Degree Year

2017

Document Type

Thesis - Open Access

Degree Name

Bachelor of Arts

Department

Anthropology

Advisor(s)

Crystal Biruk
Baron L. Pineda

Keywords

Ainu, Japanese, Hokkaido, Meiji, Discrimination, Colonialism, Indigenous studies, Modernity, Racism, Material culture, Post-colonial studies, Japanese history, Nationalism, Assimilation

Abstract

This is a historical ethnography that examines how shifts Japanese national identity and values of homogeneity have affected Japan’s minority Ainu population. I argue that the symbolic position of Ainu culture has historically been rearranged to suit prevailing ideas about Japanese nationality and culture without input from Ainu. Using theoretical understandings of Self-Other dichotomies, I examine the particular way these practices manifested in Meiji Japan to create modern Japanese national identity, and how these functioned both against the West and people colonized by Japan.
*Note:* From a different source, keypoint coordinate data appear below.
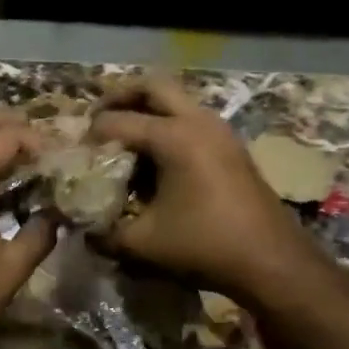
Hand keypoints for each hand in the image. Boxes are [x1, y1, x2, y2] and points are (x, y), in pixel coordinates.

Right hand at [90, 77, 316, 303]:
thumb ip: (104, 233)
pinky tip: (155, 161)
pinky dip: (167, 126)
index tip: (76, 155)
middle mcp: (198, 121)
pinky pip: (191, 119)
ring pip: (176, 100)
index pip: (117, 121)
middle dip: (120, 97)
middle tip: (98, 120)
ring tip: (124, 140)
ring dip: (146, 110)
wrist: (272, 261)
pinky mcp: (231, 146)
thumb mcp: (143, 244)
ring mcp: (220, 130)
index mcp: (174, 137)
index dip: (91, 136)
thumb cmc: (205, 247)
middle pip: (152, 87)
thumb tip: (83, 230)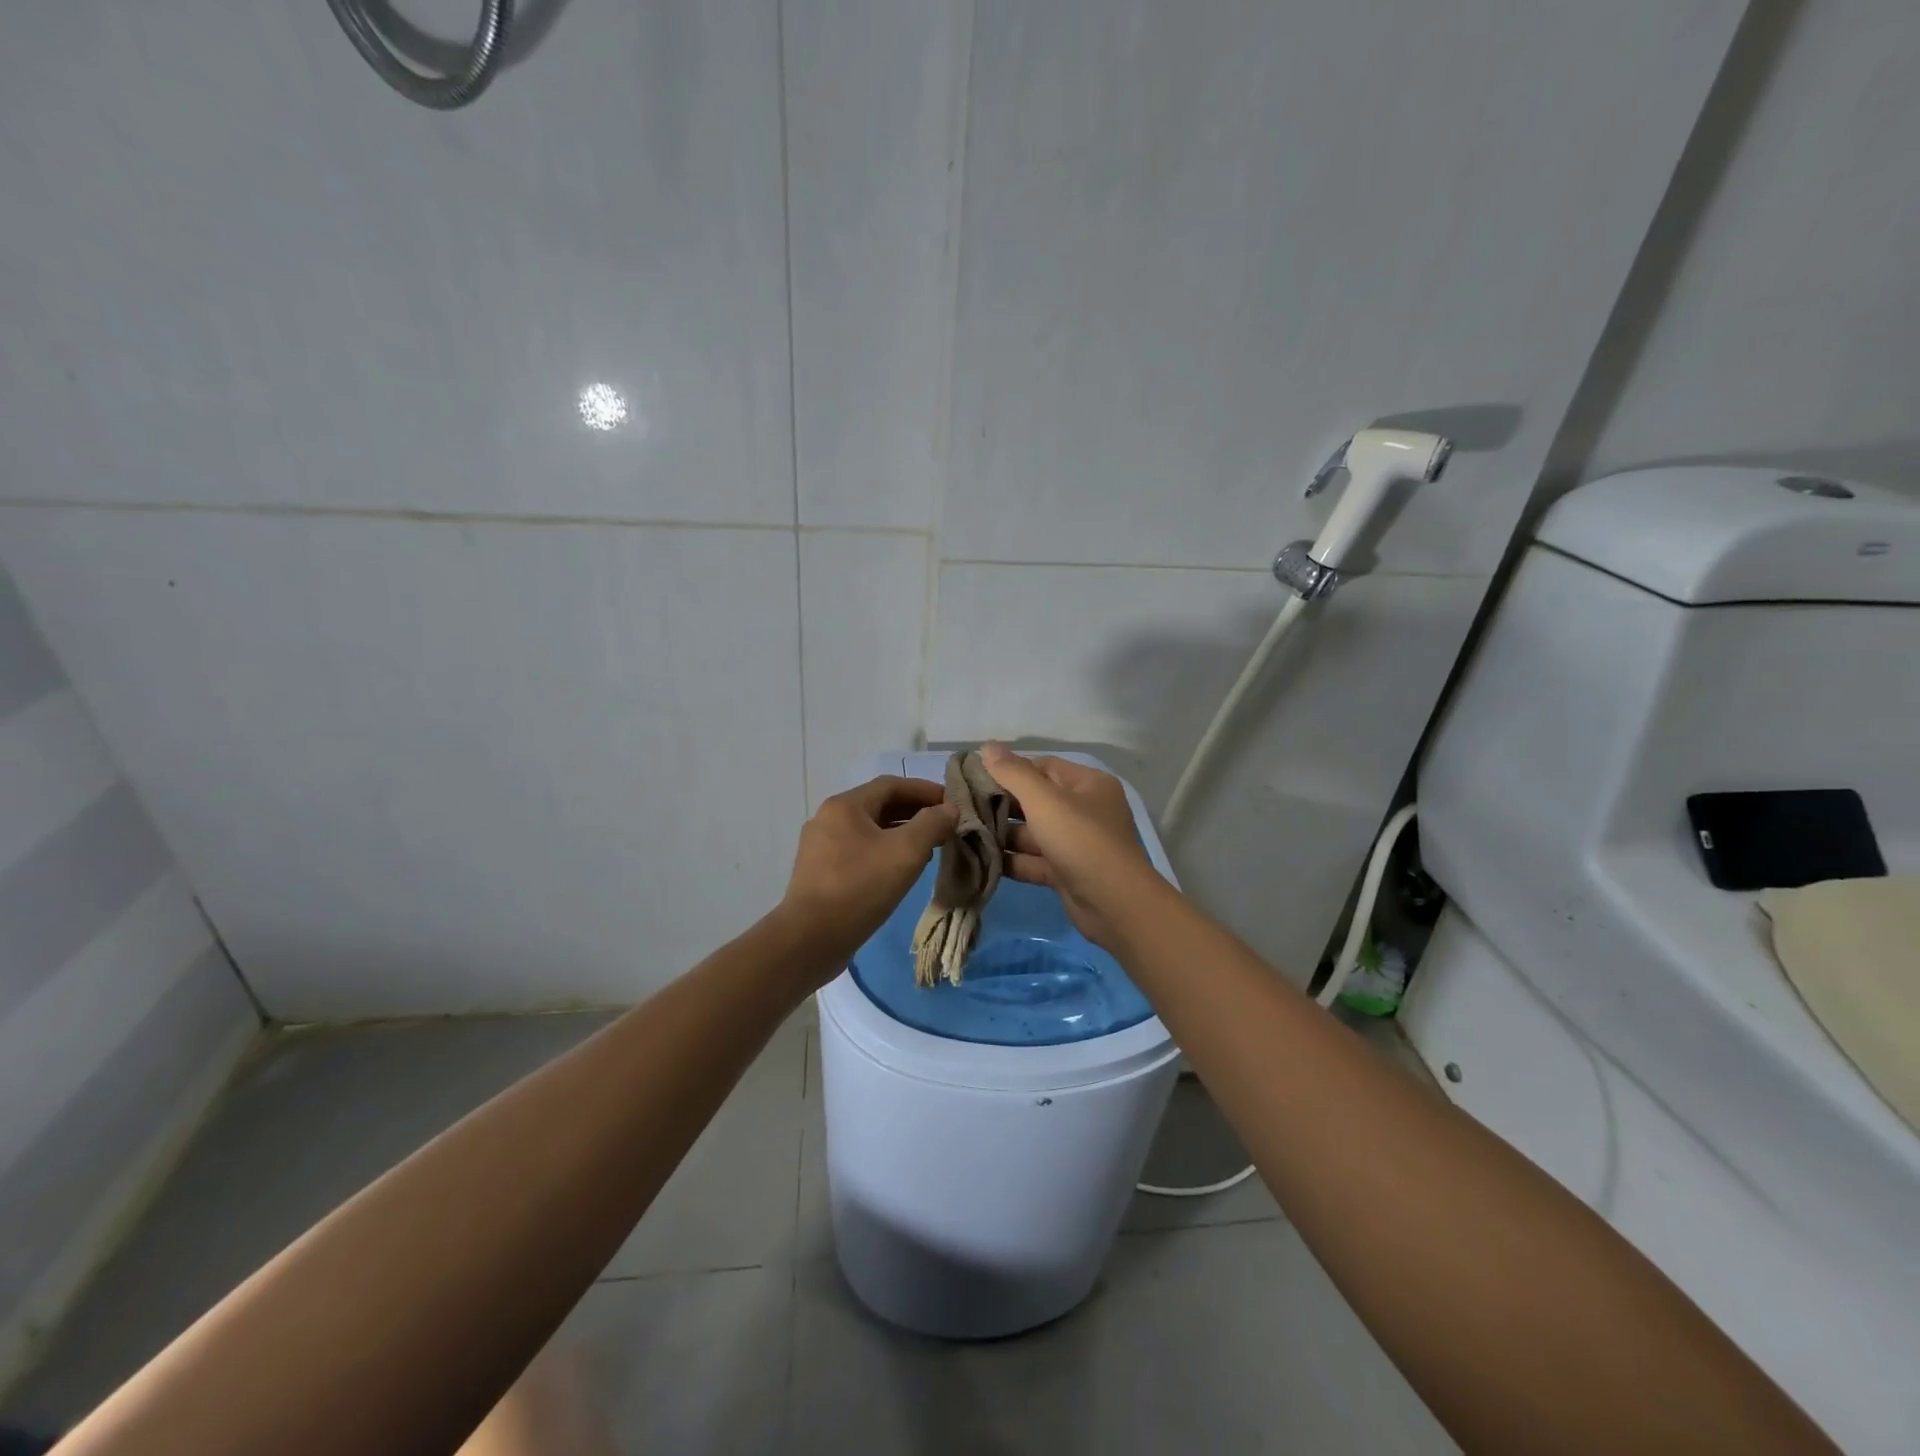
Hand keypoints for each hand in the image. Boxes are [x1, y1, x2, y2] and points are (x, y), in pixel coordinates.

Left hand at [780, 775, 955, 973]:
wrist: (809, 940)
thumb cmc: (859, 888)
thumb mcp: (905, 853)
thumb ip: (931, 824)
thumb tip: (949, 809)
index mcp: (845, 806)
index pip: (891, 785)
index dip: (925, 790)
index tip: (952, 803)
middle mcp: (828, 819)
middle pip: (879, 805)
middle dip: (915, 813)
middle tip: (945, 826)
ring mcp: (821, 847)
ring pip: (869, 830)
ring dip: (901, 834)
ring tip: (930, 848)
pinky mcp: (820, 873)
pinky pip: (859, 851)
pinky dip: (884, 852)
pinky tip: (901, 870)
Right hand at [979, 743, 1164, 951]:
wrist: (1114, 905)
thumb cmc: (1081, 841)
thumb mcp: (1045, 801)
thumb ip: (1013, 773)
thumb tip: (987, 746)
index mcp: (1088, 784)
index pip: (1043, 767)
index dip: (1010, 770)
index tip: (975, 777)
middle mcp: (1084, 810)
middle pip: (1036, 800)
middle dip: (1001, 804)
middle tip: (963, 807)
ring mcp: (1076, 843)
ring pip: (1033, 833)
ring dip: (1003, 834)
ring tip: (965, 833)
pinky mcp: (1066, 872)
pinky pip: (1034, 860)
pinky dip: (1012, 860)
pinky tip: (980, 859)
From there, I look at how cultural nationalism was objectified as present from time immemorial in Japan through the installation of key parts of Japaneseness and Ainuness into symbolic objects (most notably food and the forms of food-getting) and using these symbols to retroactively label Ainu culture as an aspect of Japanese nationality. Finally, I look at how contemporary Ainu have subverted this practice using cultural objects to work against a “vanishing ethnicity” narrative and reject the idea that being Ainu is inaccessible in modern contexts.